Wind power has been heralded by its proponents as the future of electrical power generation. I specifically am not going to discuss the merits of wind power vs. coal, nuclear, solar, or any of the other possibilities. I am decidedly not advocating any particular source. What I am doing is noting the time scheduling characteristics of wind, why that's a problem, and how telemetric load control -- particularly if a significant penetration of electric cars catches on -- might work together to mitigate one of wind's major drawbacks, and why that's probably going to have a limited effect.
Aside from concerns over bird kill, economics, and aesthetics, wind power suffers from a problem with reliability. Not reliability of the machines themselves (though maintenance is a significant operating cost), but the reliability of the wind itself.
A case study: Bonneville Power Administration
The Bonneville Power Administration is a federal agency that operates a series of hydroelectric generators in the Pacific Northwest. Recently, they've added a substantial number of wind generators to the system, and they make the actual operating data available on their website. The data is very high time resolution, and includes aggregate wind production at 5-minute intervals. A sampling of this aggregate power production data at various times of year support BPA's statement that output from wind is “essentially random.” “Essentially random” in this case means that the aggregate output can range anywhere from literally zero to almost two gigawatts, and typically switches between almost zero and over one gigawatt several times a week. It spends a rather large amount of time at close to zero output.
This histogram, created from their online data for the period of January through June 2009, shows the aggregate power output to be up to almost two GW but far more likely to be very close to the low end: with the aggregate output being between 50 and 100 MW about 17% of the time, and between 0 and 50 about 8% of the time, with the remainder of the 50 MW increment “bins” averaging about 2% of the time each. This kind of distribution is rather difficult to compensate for, since it has essentially no baseload output, and requires 100% reserve.

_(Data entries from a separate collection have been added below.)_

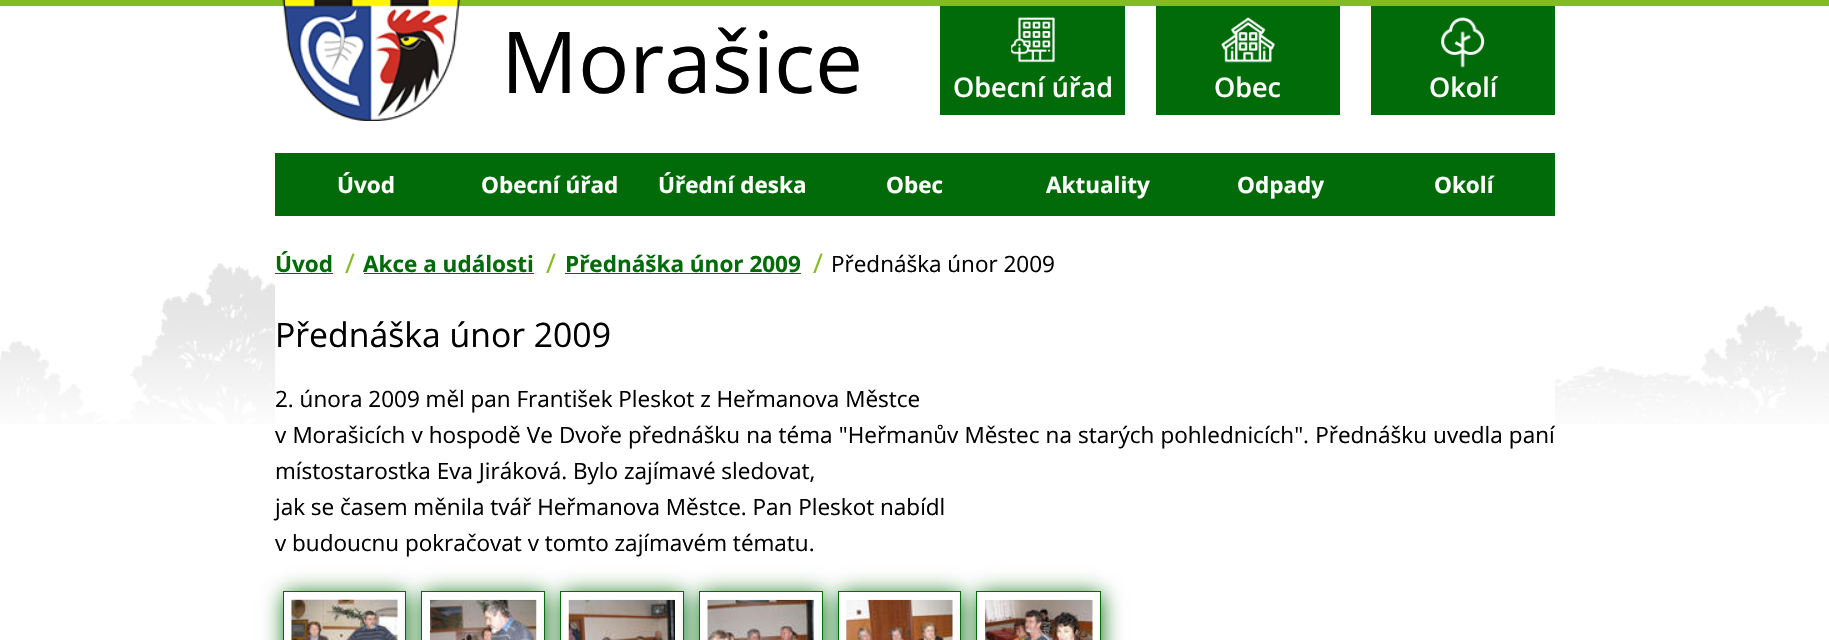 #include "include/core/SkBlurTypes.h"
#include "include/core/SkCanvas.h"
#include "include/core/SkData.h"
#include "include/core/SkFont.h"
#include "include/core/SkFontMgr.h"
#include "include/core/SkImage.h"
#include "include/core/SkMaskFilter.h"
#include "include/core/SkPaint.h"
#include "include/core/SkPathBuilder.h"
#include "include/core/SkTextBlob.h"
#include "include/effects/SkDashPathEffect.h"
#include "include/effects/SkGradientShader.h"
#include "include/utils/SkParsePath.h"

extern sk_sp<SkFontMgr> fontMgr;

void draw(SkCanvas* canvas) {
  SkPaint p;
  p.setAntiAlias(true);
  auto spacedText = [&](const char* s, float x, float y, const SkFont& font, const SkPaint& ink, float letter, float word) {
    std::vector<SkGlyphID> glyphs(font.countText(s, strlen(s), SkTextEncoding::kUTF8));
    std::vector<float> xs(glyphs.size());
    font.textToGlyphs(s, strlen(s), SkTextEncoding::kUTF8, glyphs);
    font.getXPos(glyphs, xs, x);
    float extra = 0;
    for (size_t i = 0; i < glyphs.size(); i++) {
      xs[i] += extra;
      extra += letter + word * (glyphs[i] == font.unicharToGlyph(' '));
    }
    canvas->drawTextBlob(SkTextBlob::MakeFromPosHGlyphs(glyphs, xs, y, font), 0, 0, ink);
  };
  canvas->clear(SK_ColorWHITE);
  canvas->drawImageRect(SkImages::DeferredFromEncodedData(SkData::MakeFromFileName("images/1.png")), SkRect::MakeLTRB(0, 263, 1829, 424), SkSamplingOptions());
  p.setColor(SkColorSetRGB(131, 188, 32));
  canvas->drawRect(SkRect::MakeLTRB(0, 0, 1829, 6), p);
  canvas->drawImageRect(SkImages::DeferredFromEncodedData(SkData::MakeFromFileName("images/2.png")), SkRect::MakeLTRB(282, 0, 461, 121), SkSamplingOptions());
  p.setColor(SkColorSetRGB(0, 107, 8));
  canvas->drawRect(SkRect::MakeLTRB(940, 6, 1125, 115), p);
  canvas->drawImageRect(SkImages::DeferredFromEncodedData(SkData::MakeFromFileName("images/3.png")), SkRect::MakeLTRB(1011, 17, 1055, 63), SkSamplingOptions());
  canvas->drawRect(SkRect::MakeLTRB(1156, 6, 1340, 115), p);
  canvas->drawImageRect(SkImages::DeferredFromEncodedData(SkData::MakeFromFileName("images/4.png")), SkRect::MakeLTRB(1221, 17, 1275, 63), SkSamplingOptions());
  canvas->drawRect(SkRect::MakeLTRB(1371, 6, 1555, 115), p);
  canvas->drawImageRect(SkImages::DeferredFromEncodedData(SkData::MakeFromFileName("images/5.png")), SkRect::MakeLTRB(1441, 17, 1485, 68), SkSamplingOptions());
  canvas->drawRect(SkRect::MakeLTRB(275, 153, 1555, 216), p);
  p.setColor(SK_ColorWHITE);
  canvas->drawRect(SkRect::MakeLTRB(275, 285, 1555, 424), p);
  p.setColor(SkColorSetRGB(0, 107, 8));
  canvas->drawRect(SkRect::MakeLTRB(275, 273, 333, 274), p);
  canvas->drawRect(SkRect::MakeLTRB(364, 273, 534, 274), p);
  canvas->drawRect(SkRect::MakeLTRB(565, 273, 801, 274), p);
  p.setMaskFilter(SkMaskFilter::MakeBlur(kNormal_SkBlurStyle, 10.5f));
  canvas->drawRect(SkRect::MakeLTRB(285, 594, 406, 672), p);
  p.setMaskFilter(nullptr);
  p.setColor(SK_ColorWHITE);
  canvas->drawRect(SkRect::MakeLTRB(283.5f, 591.5f, 405.5f, 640.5f), p);
  p.setStyle(SkPaint::kStroke_Style);
  p.setStrokeWidth(1);
  p.setColor(SkColorSetRGB(0, 107, 8));
  canvas->drawRect(SkRect::MakeLTRB(283.5f, 591.5f, 405.5f, 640.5f), p);
  canvas->drawImageRect(SkImages::DeferredFromEncodedData(SkData::MakeFromFileName("images/6.png")), SkRect::MakeLTRB(291, 599, 398, 640), SkSamplingOptions());
  p.setStyle(SkPaint::kFill_Style);
  p.setMaskFilter(SkMaskFilter::MakeBlur(kNormal_SkBlurStyle, 10.5f));
  canvas->drawRect(SkRect::MakeLTRB(424, 594, 545, 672), p);
  p.setMaskFilter(nullptr);
  p.setColor(SK_ColorWHITE);
  canvas->drawRect(SkRect::MakeLTRB(421.5f, 591.5f, 544.5f, 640.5f), p);
  p.setStyle(SkPaint::kStroke_Style);
  p.setColor(SkColorSetRGB(0, 107, 8));
  canvas->drawRect(SkRect::MakeLTRB(421.5f, 591.5f, 544.5f, 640.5f), p);
  canvas->drawImageRect(SkImages::DeferredFromEncodedData(SkData::MakeFromFileName("images/7.png")), SkRect::MakeLTRB(430, 599, 537, 640), SkSamplingOptions());
  p.setStyle(SkPaint::kFill_Style);
  p.setMaskFilter(SkMaskFilter::MakeBlur(kNormal_SkBlurStyle, 10.5f));
  canvas->drawRect(SkRect::MakeLTRB(563, 594, 684, 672), p);
  p.setMaskFilter(nullptr);
  p.setColor(SK_ColorWHITE);
  canvas->drawRect(SkRect::MakeLTRB(560.5f, 591.5f, 683.5f, 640.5f), p);
  p.setStyle(SkPaint::kStroke_Style);
  p.setColor(SkColorSetRGB(0, 107, 8));
  canvas->drawRect(SkRect::MakeLTRB(560.5f, 591.5f, 683.5f, 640.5f), p);
  canvas->drawImageRect(SkImages::DeferredFromEncodedData(SkData::MakeFromFileName("images/8.png")), SkRect::MakeLTRB(568, 599, 675, 640), SkSamplingOptions());
  p.setStyle(SkPaint::kFill_Style);
  p.setMaskFilter(SkMaskFilter::MakeBlur(kNormal_SkBlurStyle, 10.5f));
  canvas->drawRect(SkRect::MakeLTRB(701, 594, 823, 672), p);
  p.setMaskFilter(nullptr);
  p.setColor(SK_ColorWHITE);
  canvas->drawRect(SkRect::MakeLTRB(699.5f, 591.5f, 822.5f, 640.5f), p);
  p.setStyle(SkPaint::kStroke_Style);
  p.setColor(SkColorSetRGB(0, 107, 8));
  canvas->drawRect(SkRect::MakeLTRB(699.5f, 591.5f, 822.5f, 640.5f), p);
  canvas->drawImageRect(SkImages::DeferredFromEncodedData(SkData::MakeFromFileName("images/9.png")), SkRect::MakeLTRB(707, 599, 814, 640), SkSamplingOptions());
  p.setStyle(SkPaint::kFill_Style);
  p.setMaskFilter(SkMaskFilter::MakeBlur(kNormal_SkBlurStyle, 10.5f));
  canvas->drawRect(SkRect::MakeLTRB(840, 594, 961, 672), p);
  p.setMaskFilter(nullptr);
  p.setColor(SK_ColorWHITE);
  canvas->drawRect(SkRect::MakeLTRB(838.5f, 591.5f, 960.5f, 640.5f), p);
  p.setStyle(SkPaint::kStroke_Style);
  p.setColor(SkColorSetRGB(0, 107, 8));
  canvas->drawRect(SkRect::MakeLTRB(838.5f, 591.5f, 960.5f, 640.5f), p);
  canvas->drawImageRect(SkImages::DeferredFromEncodedData(SkData::MakeFromFileName("images/10.png")), SkRect::MakeLTRB(846, 599, 953, 640), SkSamplingOptions());
  p.setStyle(SkPaint::kFill_Style);
  p.setMaskFilter(SkMaskFilter::MakeBlur(kNormal_SkBlurStyle, 10.5f));
  canvas->drawRect(SkRect::MakeLTRB(979, 594, 1101, 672), p);
  p.setMaskFilter(nullptr);
  p.setColor(SK_ColorWHITE);
  canvas->drawRect(SkRect::MakeLTRB(976.5f, 591.5f, 1100.5f, 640.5f), p);
  p.setStyle(SkPaint::kStroke_Style);
  p.setColor(SkColorSetRGB(0, 107, 8));
  canvas->drawRect(SkRect::MakeLTRB(976.5f, 591.5f, 1100.5f, 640.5f), p);
  canvas->drawImageRect(SkImages::DeferredFromEncodedData(SkData::MakeFromFileName("images/11.png")), SkRect::MakeLTRB(985, 599, 1093, 640), SkSamplingOptions());
  SkFont font1(fontMgr->matchFamilyStyle("Open Sans", SkFontStyle::Normal()), 85.5f);
  font1.setSubpixel(true);
  p.setStyle(SkPaint::kFill_Style);
  p.setColor(SK_ColorBLACK);
  canvas->drawString("Morašice", 501, 93, font1, p);
  SkFont font2(fontMgr->matchFamilyStyle("Open Sans", SkFontStyle(600, SkFontStyle::kNormal_Width, SkFontStyle::kUpright_Slant)), 27);
  font2.setSubpixel(true);
  p.setColor(SK_ColorWHITE);
  canvas->drawString("Obecní úřad", 953, 97, font2, p);
  canvas->drawString("Obec", 1214, 97, font2, p);
  canvas->drawString("Okolí", 1429, 97, font2, p);
  SkFont font3(fontMgr->matchFamilyStyle("Open Sans", SkFontStyle::Bold()), 22.5f);
  font3.setSubpixel(true);
  canvas->drawString("Úvod", 337, 193, font3, p);
  canvas->drawString("Obecní úřad", 481, 193, font3, p);
  canvas->drawString("Úřední deska", 658, 193, font3, p);
  canvas->drawString("Obec", 886, 193, font3, p);
  canvas->drawString("Aktuality", 1046, 193, font3, p);
  canvas->drawString("Odpady", 1237, 193, font3, p);
  canvas->drawString("Okolí", 1434, 193, font3, p);
  p.setColor(SkColorSetRGB(0, 107, 8));
  canvas->drawString("Úvod", 275, 272, font3, p);
  SkFont font4(fontMgr->matchFamilyStyle("Open Sans", SkFontStyle::Normal()), 27);
  font4.setSubpixel(true);
  p.setColor(SkColorSetRGB(131, 188, 32));
  canvas->drawString("/", 345, 273, font4, p);
  p.setColor(SkColorSetRGB(0, 107, 8));
  canvas->drawString("Akce a události", 363, 272, font3, p);
  p.setColor(SkColorSetRGB(131, 188, 32));
  canvas->drawString("/", 546, 273, font4, p);
  p.setColor(SkColorSetRGB(0, 107, 8));
  canvas->drawString("Přednáška únor 2009", 565, 272, font3, p);
  p.setColor(SkColorSetRGB(131, 188, 32));
  canvas->drawString("/", 813, 273, font4, p);
  SkFont font5(fontMgr->matchFamilyStyle("Open Sans", SkFontStyle::Normal()), 22.5f);
  font5.setSubpixel(true);
  p.setColor(SK_ColorBLACK);
  canvas->drawString("Přednáška únor 2009", 831, 272, font5, p);
  SkFont font6(fontMgr->matchFamilyStyle("Open Sans", SkFontStyle::Normal()), 33.75f);
  font6.setSubpixel(true);
  canvas->drawString("Přednáška únor 2009", 275, 347, font6, p);
  canvas->drawString("2. února 2009 měl pan František Pleskot z Heřmanova Městce", 275, 407, font5, p);
  spacedText("v Morašicích v hospodě Ve Dvoře přednášku na téma \"Heřmanův Městec na starých pohlednicích\". Přednášku uvedla paní", 275, 443, font5, p, 0, 0.3f);
  canvas->drawString("místostarostka Eva Jiráková. Bylo zajímavé sledovat,", 275, 479, font5, p);
  canvas->drawString("jak se časem měnila tvář Heřmanova Městce. Pan Pleskot nabídl", 275, 515, font5, p);
  canvas->drawString("v budoucnu pokračovat v tomto zajímavém tématu.", 275, 551, font5, p);
}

Bonneville, of course, can manage this because they have many times the hydropower capacity as they do wind. Hydropower plants, unlike base load thermal plants, can change output very quickly, and complement wind extremely well -- there's typically a limit on the total amount of water available, and the highly variable wind power allows them to save water for another day.
But this is something that can't be replicated anywhere else in the U.S., and can only be done in a few hydropower-rich locations in the world.
The more typical situation
The more typical situation currently is that there are a few token windmills that are such a small part of the mix that they get lost in the baseload, as natural gas-fired peaking plants, that are there for other reasons, take up the slack. As long as wind is contributing in the low single digits of the percentage of the power, that's not a huge problem, but as it starts to become a major contributor, that becomes a bigger problem.
The problem is somewhat mitigated by spreading the turbines out over a large area, so that the average wind speed at any given time is more uniform. But that doesn't solve the problem. It just makes the need to make up with another source less, on average, and it makes an event of the total wind over the broad area dropping to a very low percentage of capacity less likely. But not impossible.
The BPA data is illuminating, with the entire network operating at between 0 and 2.5% of capacity for 8% of the time, and between 0 and 5% of capacity for 26% of the time.